Mason was up bright and early the next morning and called up Roy the aviator, on the telephone. Roy was to be his best man at the wedding, and the aviator agreed to come promptly at seven P.M. as the wedding was set for eight o’clock. Bud was to have Buck Miller act as his best man, and he was getting decidedly nervous as the cowboys had not shown up.
Josephine was to have Waneda act as her bridesmaid, while Ethel had arranged to have one of her girl friends act as hers. About nine o’clock in the morning, it was a tired bunch of cowpunchers that came trooping in, but they declared they had had a grand time, so Mason packed them off to their rooms to get rested up for the evening.
At six o’clock he called them, and laughed heartily as he watched their desperate efforts to struggle into their Sunday clothes. Roy had arrived ahead of time and was laughing and joking with Buck Miller who looked hot and uncomfortable in a new suit.
Percy Vanderpool was there too, and decked out in his usual gorgeous style.
The minister having arrived, the double wedding was performed with simple ceremony. A banquet followed, and Mason made a speech to the cowboys, assuring them he would visit the Bar X ranch the following summer. “And I will bring my wife along with me, boys,” he wound up.
A hearty cheer went up at this statement, and he told them to wine and dine to their hearts’ content. Bud and Ethel were to accompany the cowboys back to Nevada as Bud could spare only ten days away from his new ranch.

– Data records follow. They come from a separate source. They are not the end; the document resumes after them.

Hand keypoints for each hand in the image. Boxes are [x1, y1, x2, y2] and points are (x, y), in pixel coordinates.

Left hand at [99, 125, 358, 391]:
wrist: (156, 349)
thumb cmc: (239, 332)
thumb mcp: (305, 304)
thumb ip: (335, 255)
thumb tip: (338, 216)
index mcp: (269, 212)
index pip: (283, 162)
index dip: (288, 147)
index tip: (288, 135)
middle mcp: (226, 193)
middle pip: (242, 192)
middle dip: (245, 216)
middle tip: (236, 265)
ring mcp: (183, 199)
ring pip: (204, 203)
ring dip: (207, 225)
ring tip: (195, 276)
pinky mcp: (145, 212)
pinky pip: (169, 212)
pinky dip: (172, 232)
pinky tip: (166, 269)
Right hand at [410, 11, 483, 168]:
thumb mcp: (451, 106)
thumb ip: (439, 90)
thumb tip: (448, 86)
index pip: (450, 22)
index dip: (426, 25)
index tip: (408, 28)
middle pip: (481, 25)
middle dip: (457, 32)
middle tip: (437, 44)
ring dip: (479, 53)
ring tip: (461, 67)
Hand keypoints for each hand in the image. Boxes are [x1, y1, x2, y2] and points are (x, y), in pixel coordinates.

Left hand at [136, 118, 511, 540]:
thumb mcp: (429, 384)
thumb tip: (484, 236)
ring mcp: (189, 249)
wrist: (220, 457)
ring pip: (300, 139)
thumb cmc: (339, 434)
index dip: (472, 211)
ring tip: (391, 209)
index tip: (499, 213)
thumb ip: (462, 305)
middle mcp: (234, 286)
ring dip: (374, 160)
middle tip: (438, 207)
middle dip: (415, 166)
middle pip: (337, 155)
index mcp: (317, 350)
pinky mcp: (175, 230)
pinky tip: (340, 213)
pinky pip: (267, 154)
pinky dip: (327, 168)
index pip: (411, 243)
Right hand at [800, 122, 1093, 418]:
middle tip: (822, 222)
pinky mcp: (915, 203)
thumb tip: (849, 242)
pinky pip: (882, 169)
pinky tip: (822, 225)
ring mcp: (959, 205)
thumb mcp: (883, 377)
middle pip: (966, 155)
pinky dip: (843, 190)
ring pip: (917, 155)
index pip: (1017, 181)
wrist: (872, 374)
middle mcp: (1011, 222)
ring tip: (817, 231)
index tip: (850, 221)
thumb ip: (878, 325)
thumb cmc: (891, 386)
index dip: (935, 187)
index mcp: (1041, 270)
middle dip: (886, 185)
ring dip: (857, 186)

Mason and Josephine strolled into the library where Mason Senior always found his favorite retreat.
“Well, Dad,” he said, putting his arms around his bride, “I didn’t stay away a whole year, but I made good.”
“And now, you want the reward I promised you, huh,” his father grunted.

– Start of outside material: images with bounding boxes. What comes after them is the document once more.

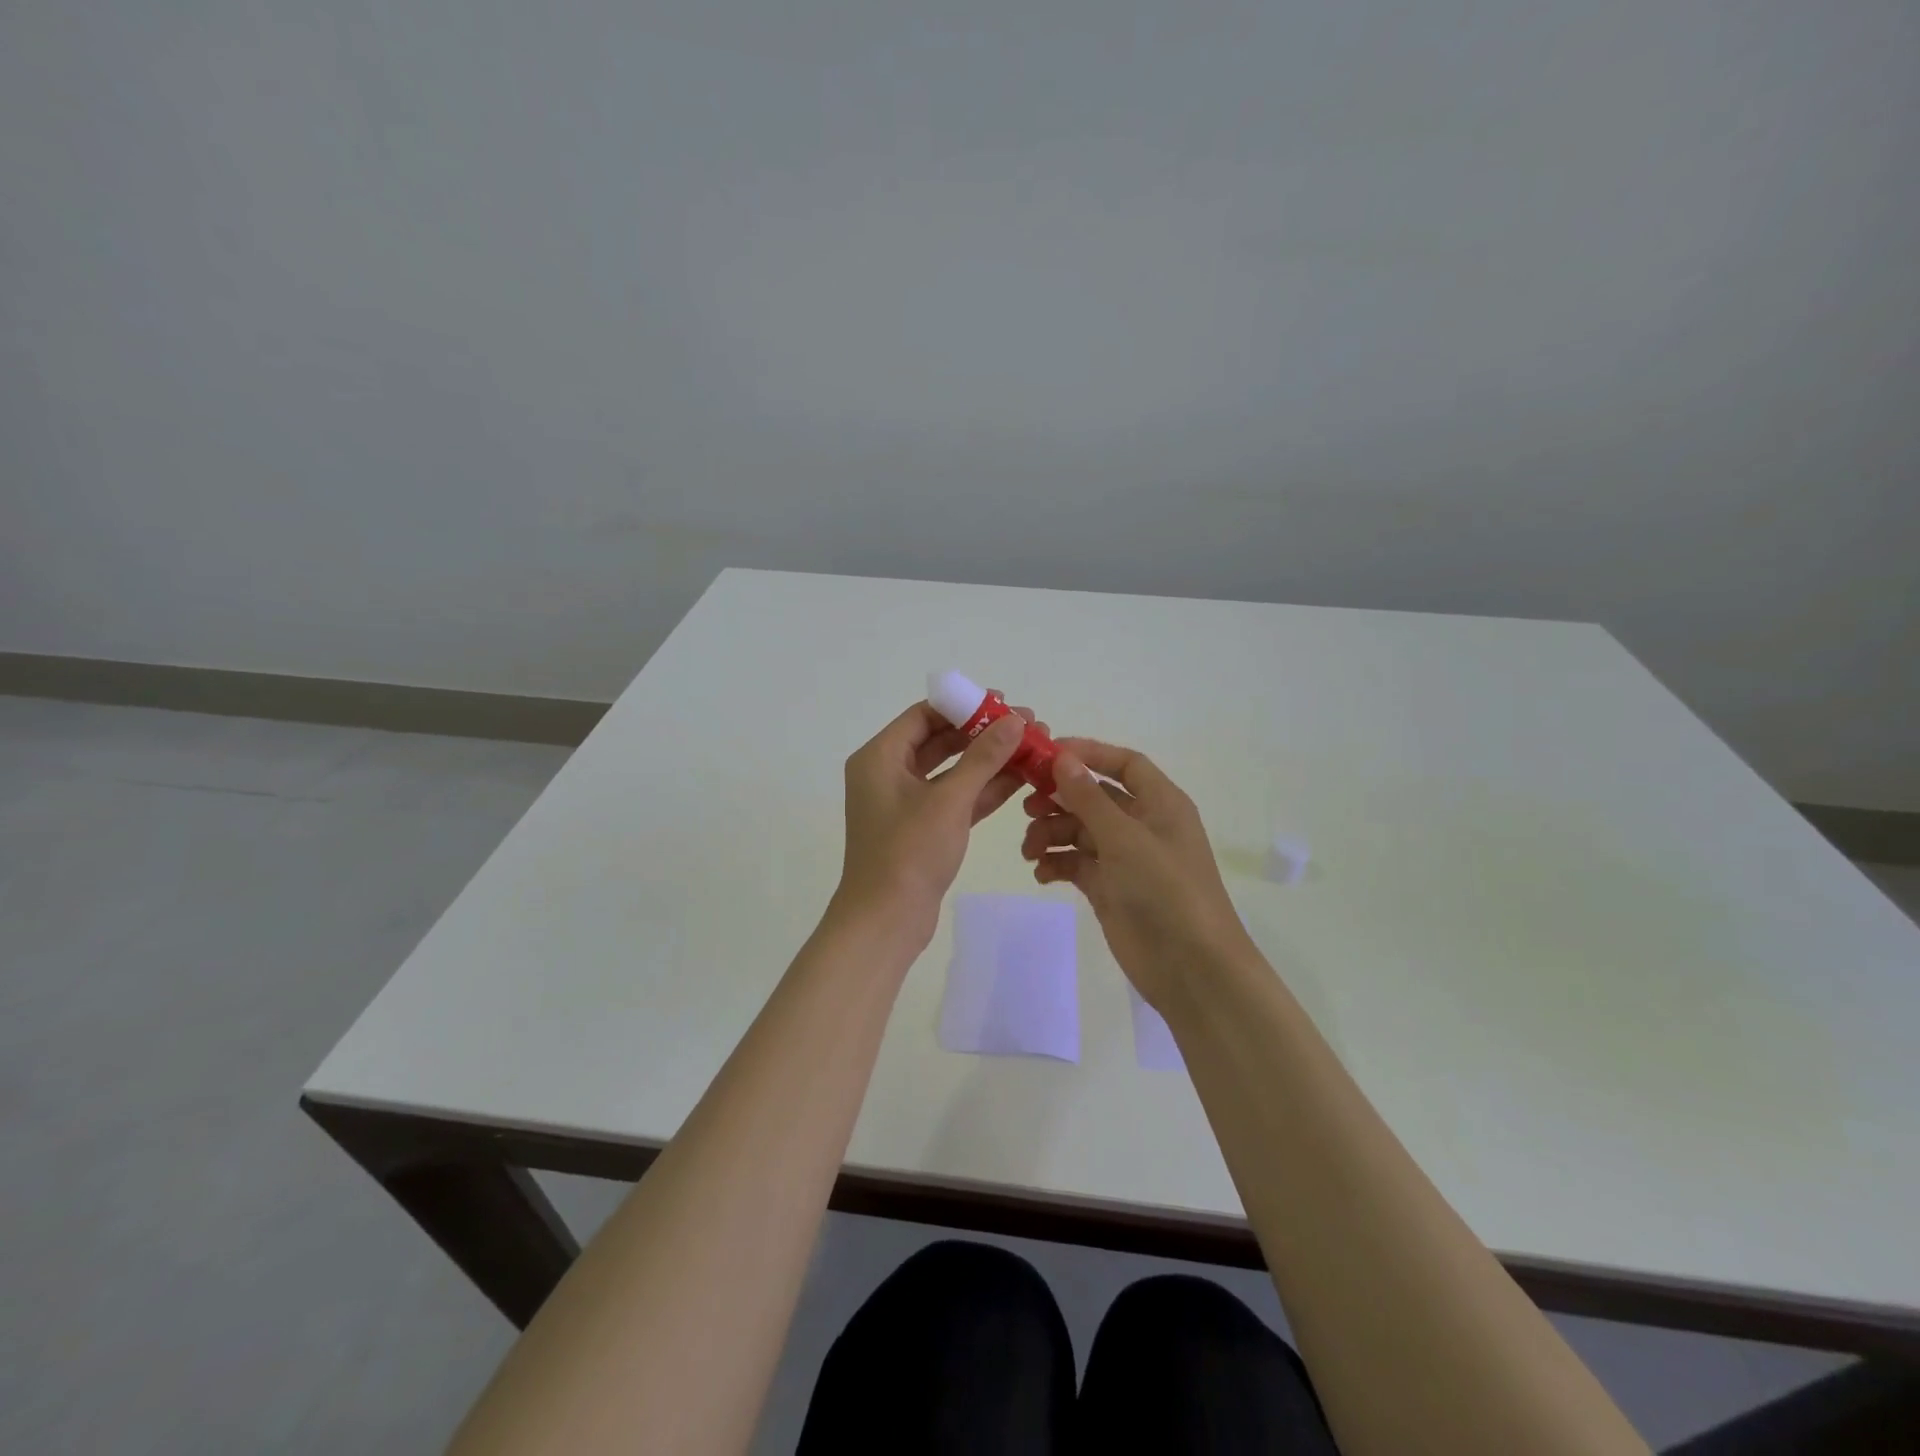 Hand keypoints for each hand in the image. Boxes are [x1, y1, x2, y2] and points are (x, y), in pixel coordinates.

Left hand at [834, 698, 1042, 939]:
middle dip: (983, 733)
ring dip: (989, 760)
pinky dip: (983, 789)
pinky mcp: (922, 829)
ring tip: (1032, 748)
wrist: (886, 921)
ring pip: (951, 771)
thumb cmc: (909, 852)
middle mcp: (888, 774)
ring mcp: (905, 803)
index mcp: (879, 757)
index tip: (1003, 702)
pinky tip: (1021, 778)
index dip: (964, 705)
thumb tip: (1015, 721)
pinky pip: (955, 798)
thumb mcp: (949, 800)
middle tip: (1026, 725)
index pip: (923, 715)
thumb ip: (983, 757)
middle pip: (940, 740)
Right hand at [1021, 739, 1253, 1010]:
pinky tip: (1041, 874)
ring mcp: (1126, 858)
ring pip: (1080, 831)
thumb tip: (1062, 758)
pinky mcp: (1110, 888)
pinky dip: (1057, 863)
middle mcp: (1143, 825)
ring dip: (1052, 834)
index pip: (1124, 763)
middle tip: (1027, 807)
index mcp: (1160, 803)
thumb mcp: (1125, 838)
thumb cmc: (1165, 890)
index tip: (1047, 755)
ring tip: (1031, 851)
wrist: (1191, 968)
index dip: (1088, 753)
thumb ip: (1089, 798)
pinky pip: (1077, 864)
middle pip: (1094, 797)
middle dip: (1060, 799)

“Certainly, and I want a double reward now, because there are two of us.”
“Indeed, you young scoundrel. Well, I intend to make Josephine a present of a fine house which I bought next door to us. As for you, I am going to place you under charge of my manager at my steel works, and give you a chance to work your way up to his position.”
“That is fine of you, Father,” he cried in delight; “what do you think of the old bear now, Josephine?”

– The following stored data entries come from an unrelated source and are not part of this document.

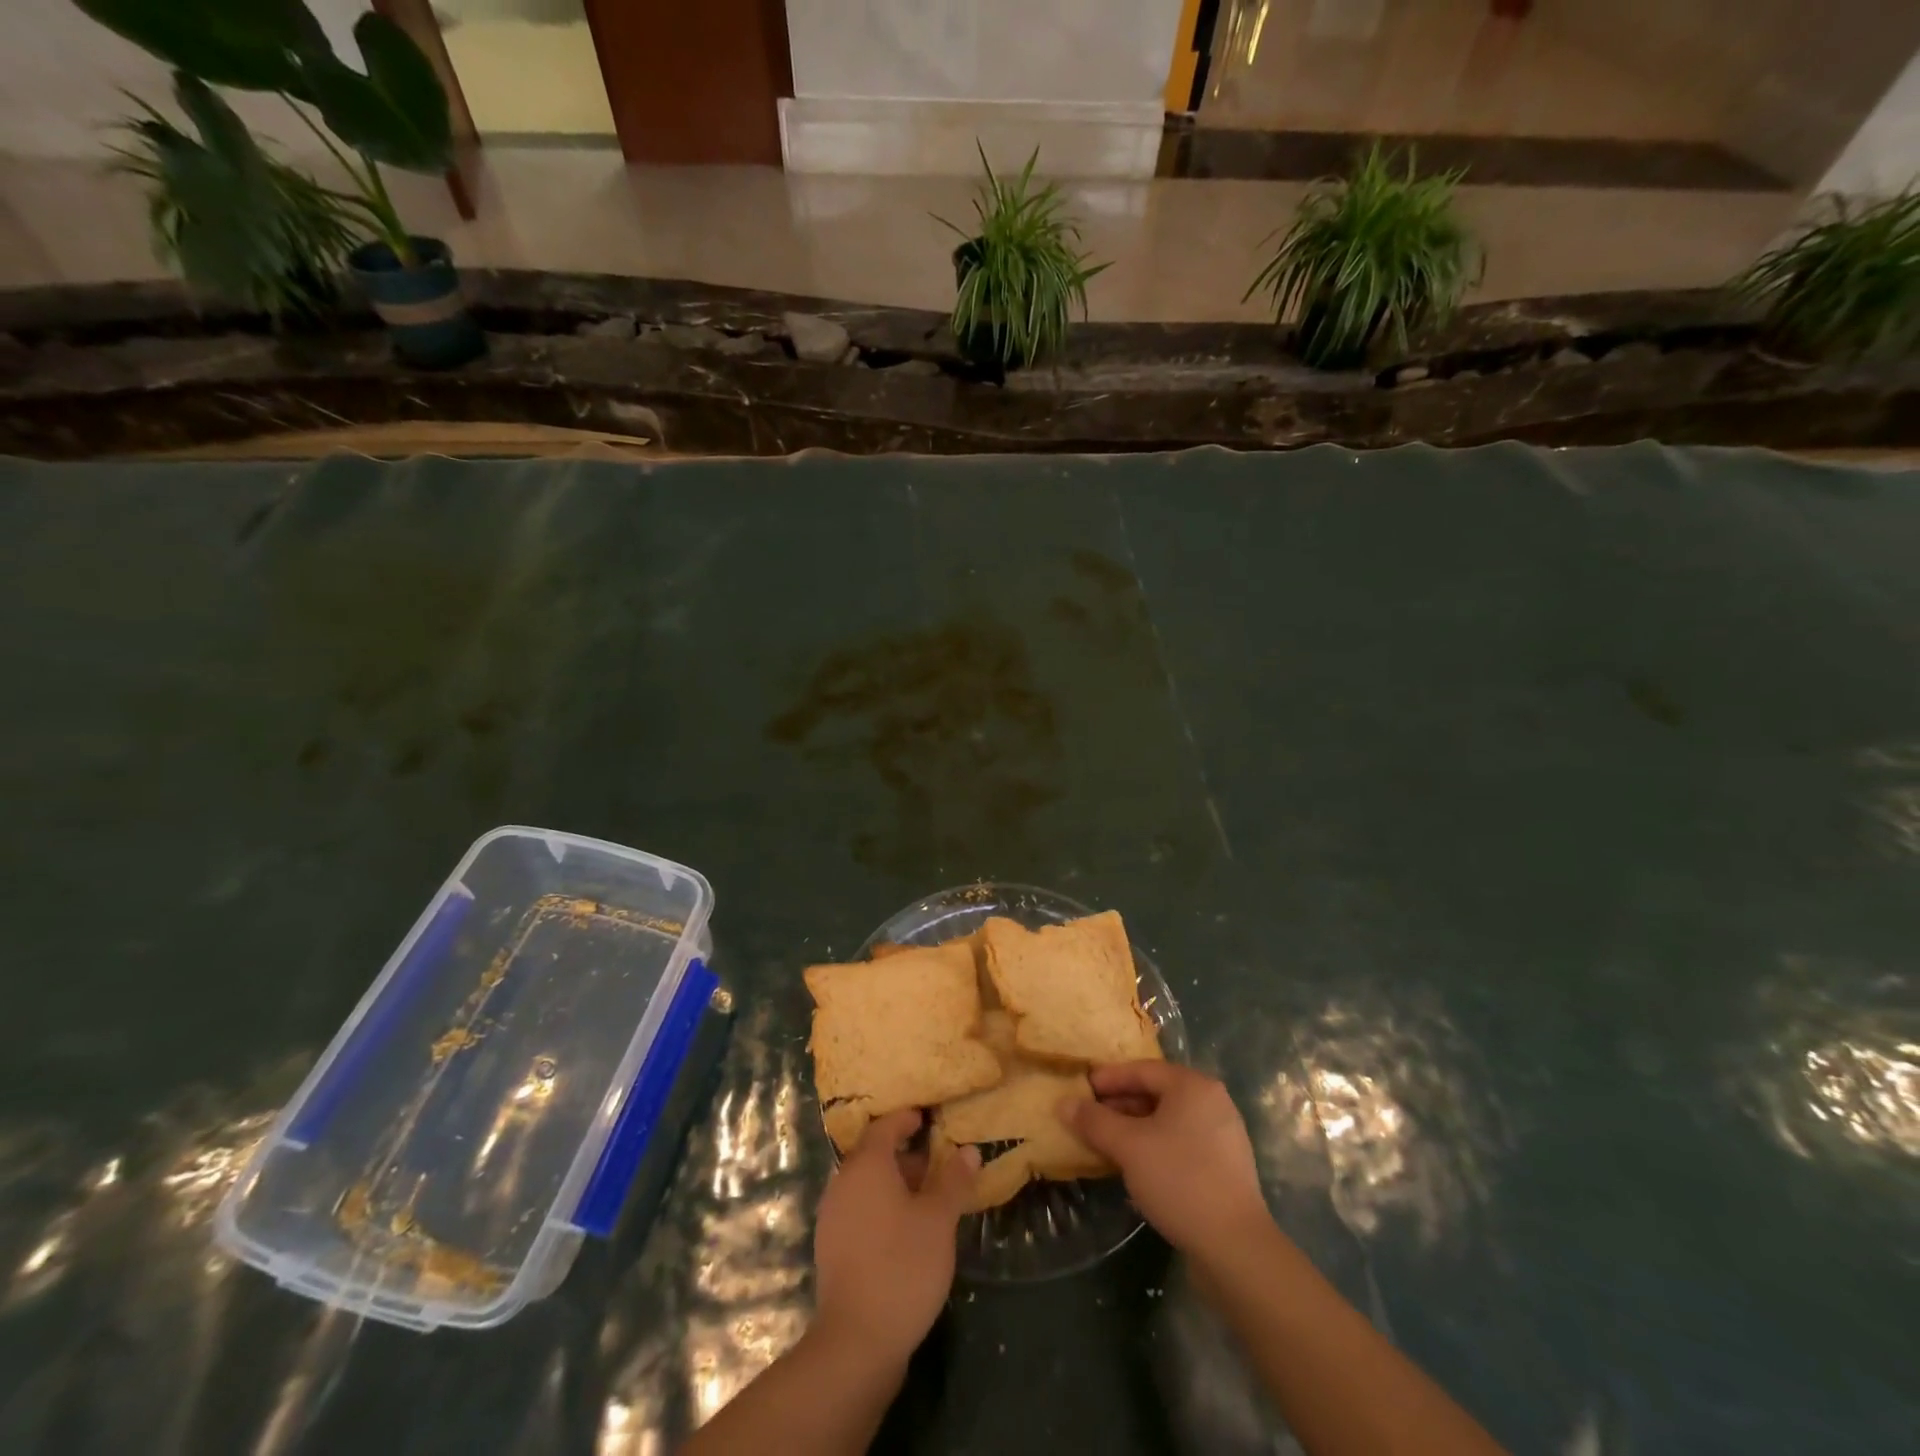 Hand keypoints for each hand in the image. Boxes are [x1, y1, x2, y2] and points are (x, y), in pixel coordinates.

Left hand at [812, 1108, 979, 1368]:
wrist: (856, 1342)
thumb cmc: (902, 1266)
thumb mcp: (938, 1220)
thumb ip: (953, 1181)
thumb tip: (969, 1150)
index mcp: (866, 1165)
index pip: (885, 1126)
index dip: (906, 1119)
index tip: (926, 1117)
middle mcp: (843, 1183)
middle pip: (874, 1155)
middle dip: (905, 1156)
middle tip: (937, 1163)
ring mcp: (833, 1217)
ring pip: (867, 1185)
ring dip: (895, 1184)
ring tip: (928, 1199)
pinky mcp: (832, 1248)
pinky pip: (859, 1210)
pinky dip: (882, 1207)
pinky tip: (906, 1231)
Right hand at [1062, 1062, 1269, 1257]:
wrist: (1235, 1247)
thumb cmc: (1179, 1179)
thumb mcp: (1128, 1147)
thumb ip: (1094, 1121)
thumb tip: (1063, 1103)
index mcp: (1193, 1086)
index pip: (1142, 1069)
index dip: (1108, 1078)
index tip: (1081, 1089)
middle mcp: (1213, 1102)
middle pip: (1157, 1093)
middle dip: (1120, 1105)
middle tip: (1089, 1118)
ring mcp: (1223, 1135)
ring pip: (1169, 1120)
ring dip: (1135, 1128)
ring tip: (1106, 1143)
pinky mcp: (1226, 1167)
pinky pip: (1182, 1143)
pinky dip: (1156, 1147)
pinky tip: (1136, 1167)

“He’s a dear,” she countered softly.
“Well, Dad, you sent me out West to make good and I won an angel. Is that picture on the wall one you have had enlarged of yourself lately?”
The gruff fellow turned his head to look, and there was a sound suspiciously like a kiss. When he glanced at them again they were listening to the cowboys making merry in the banquet hall.
“By, by, Bar X,” Josephine murmured, smiling contentedly at her husband.